• _Work instruction_:
A faithful, word-for-word copy of the data below is required, without pictures.
#### Source material
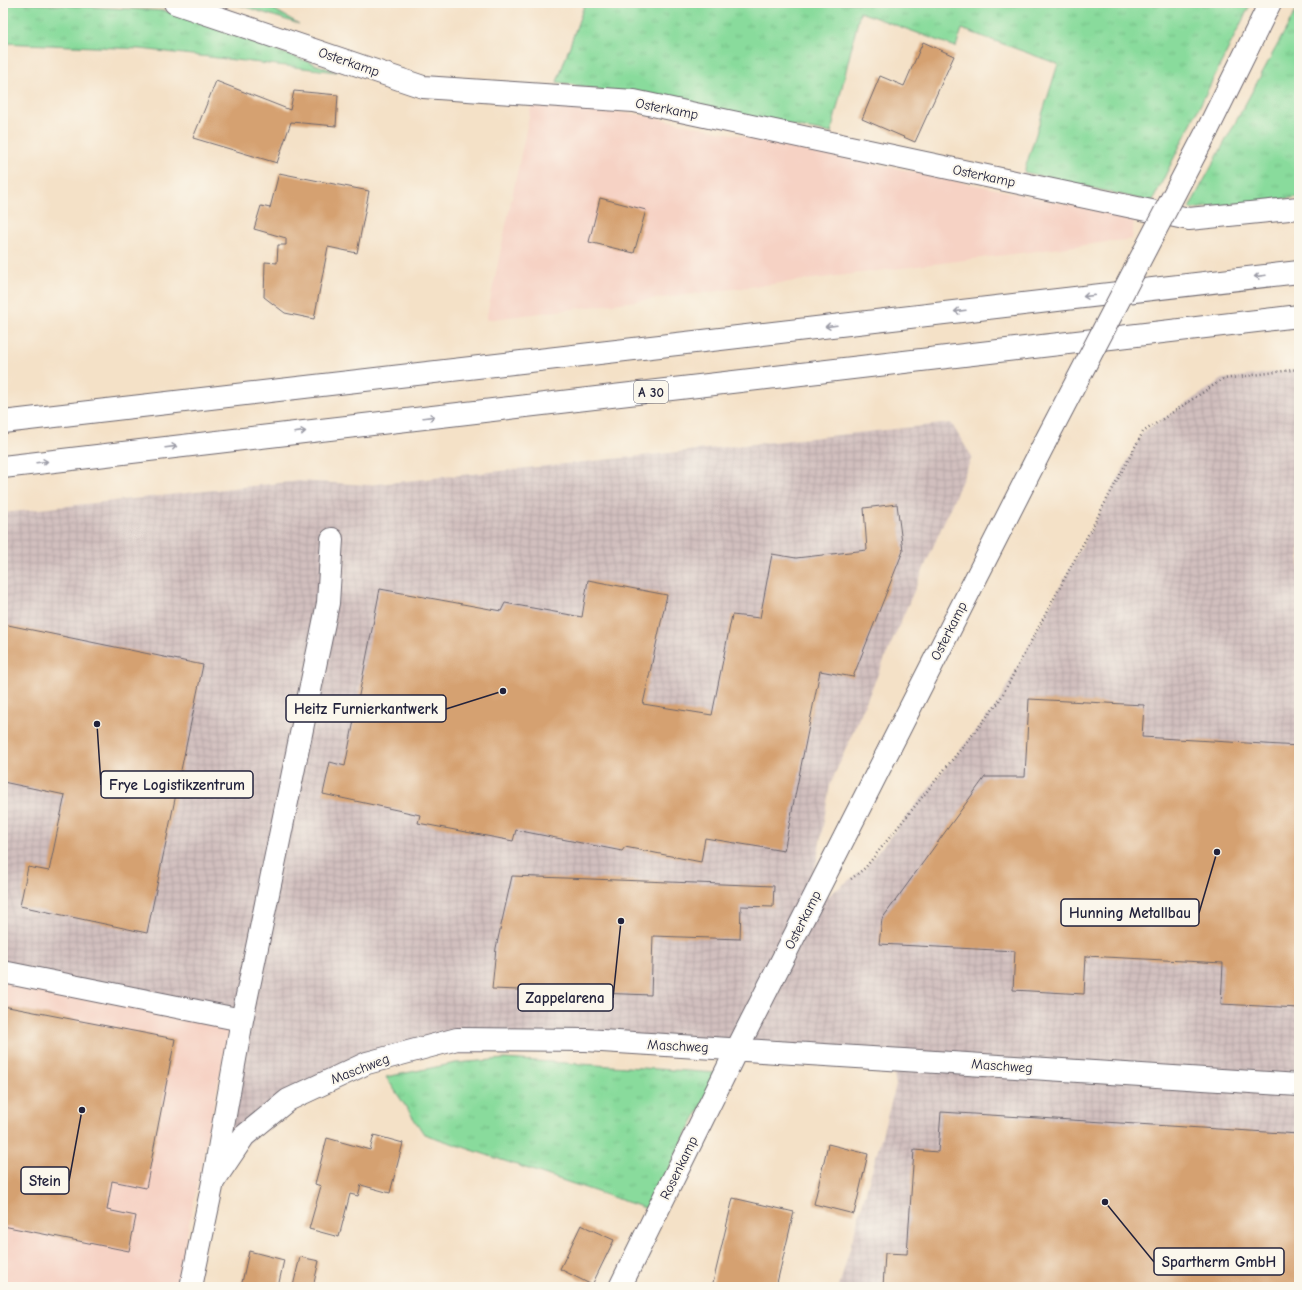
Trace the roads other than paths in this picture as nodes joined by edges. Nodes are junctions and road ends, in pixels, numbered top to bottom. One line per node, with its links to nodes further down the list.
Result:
1 (175, 3): 3 (main road, Osterkamp)
2 (1270, 3): 11 (main road, Osterkamp, bridge)
3 (1299, 208)
4 (1299, 272): 6 (main road, one-way to 6)
5 (1299, 316): 7 (main road, A 30, one-way to 5)
6 (3, 422)
7 (3, 467)
8 (332, 539): 10 (main road)
9 (3, 972): 10 (main road)
10 (242, 1020): 13 (main road)
11 (738, 1049): 12 (main road, Maschweg); 13 (main road, Maschweg); 15 (main road, Rosenkamp)
12 (1299, 1085)
13 (213, 1182): 14 (main road, Maschweg)
14 (191, 1287)
15 (620, 1287)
########
• _Response box_:
Trace the roads other than paths in this picture as nodes joined by edges. Nodes are junctions and road ends, in pixels, numbered top to bottom. One line per node, with its links to nodes further down the list.
Result:
1 (175, 3): 3 (main road, Osterkamp)
2 (1270, 3): 11 (main road, Osterkamp, bridge)
3 (1299, 208)
4 (1299, 272): 6 (main road, one-way to 6)
5 (1299, 316): 7 (main road, A 30, one-way to 5)
6 (3, 422)
7 (3, 467)
8 (332, 539): 10 (main road)
9 (3, 972): 10 (main road)
10 (242, 1020): 13 (main road)
11 (738, 1049): 12 (main road, Maschweg); 13 (main road, Maschweg); 15 (main road, Rosenkamp)
12 (1299, 1085)
13 (213, 1182): 14 (main road, Maschweg)
14 (191, 1287)
15 (620, 1287)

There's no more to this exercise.